Brief Review of Backward Design

Typical Design Process

For many people, designing a course starts with content. They have a book or a video, or a set of texts that they want to use and they try to make everything else fit with the content they want to cover. While this can result in an okay course, there is a much better way.Typical Design Process starts with content

Think Backwards

Planning a course with the end in mind - or "backward design" is a much more effective way of planning an online/hybrid/blended learning experience.

In the simplest terms, backwards design means determining:

  1. what you want students to learn and be able to do as a result of your class,
  2. the best ways to measure whether they have actually learned, and
  3. how students will acquire the knowledge, skills, and attitudes. 

Backwards design Process starts with big ideas

The process begins with big ideas, which will shape the way students think about a subject and develop skills and values related to the discipline.

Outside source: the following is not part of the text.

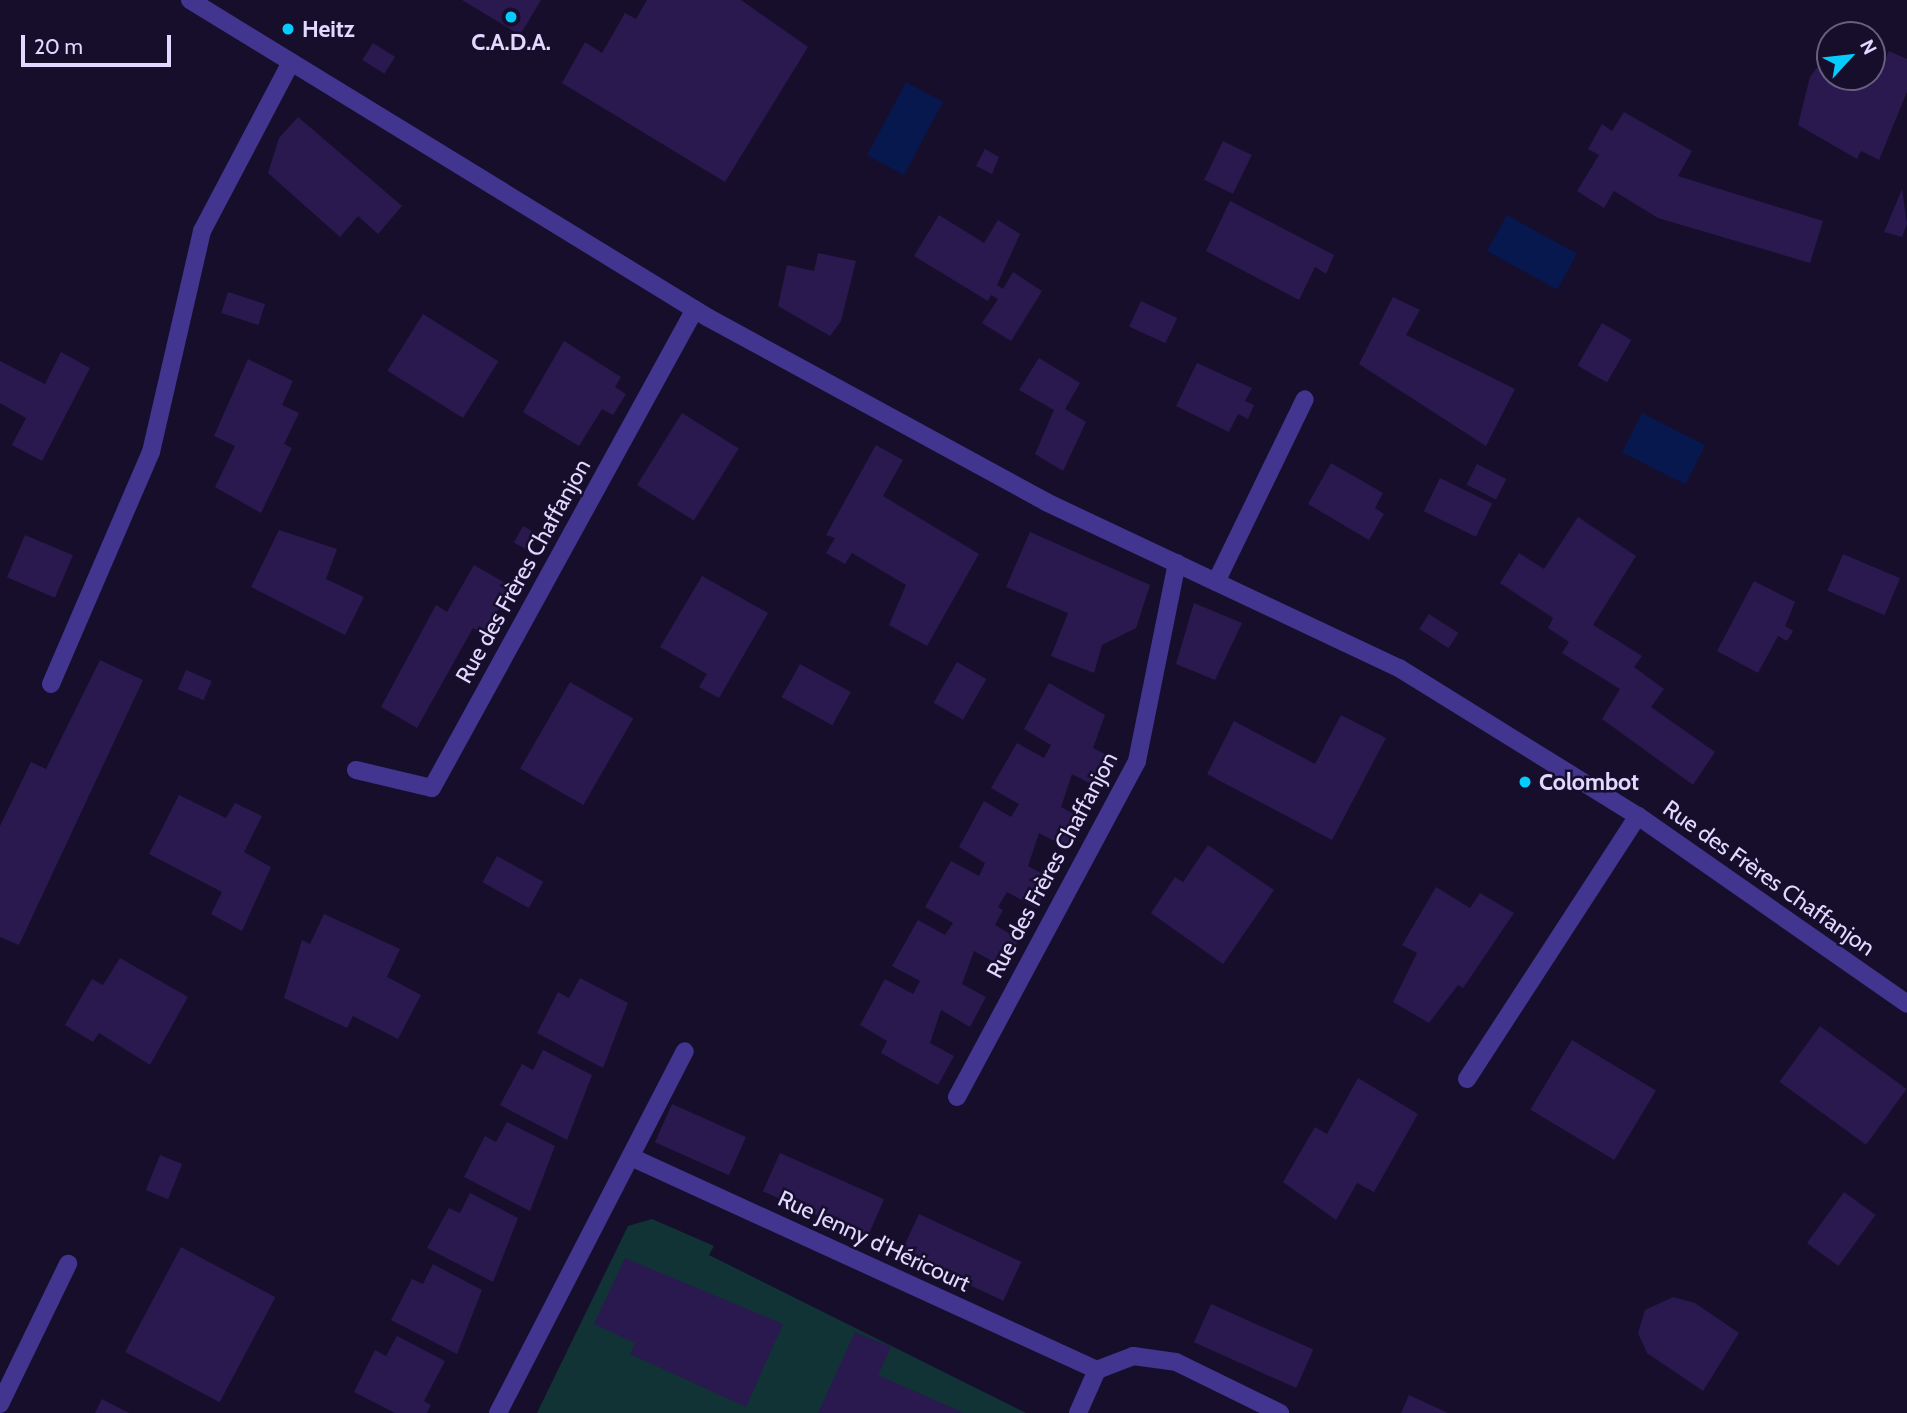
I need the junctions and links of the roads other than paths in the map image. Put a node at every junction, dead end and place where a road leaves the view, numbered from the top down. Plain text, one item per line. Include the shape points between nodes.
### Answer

From these big ideas emerge student understandings, which bridge the abstract to the concrete and measurable learning outcomes that describe specifically what students will know and be able to do. In short, we want students to be able to do something with the knowledge they are learning in our courses.  Once we have the learning outcomes, we figure out how we will know whether they have learned and to what degree [summative assessments] and what learning activities will help them practice using the knowledge and develop the desired skills and attitudes. Download Designing Instruction for Learning [PDF]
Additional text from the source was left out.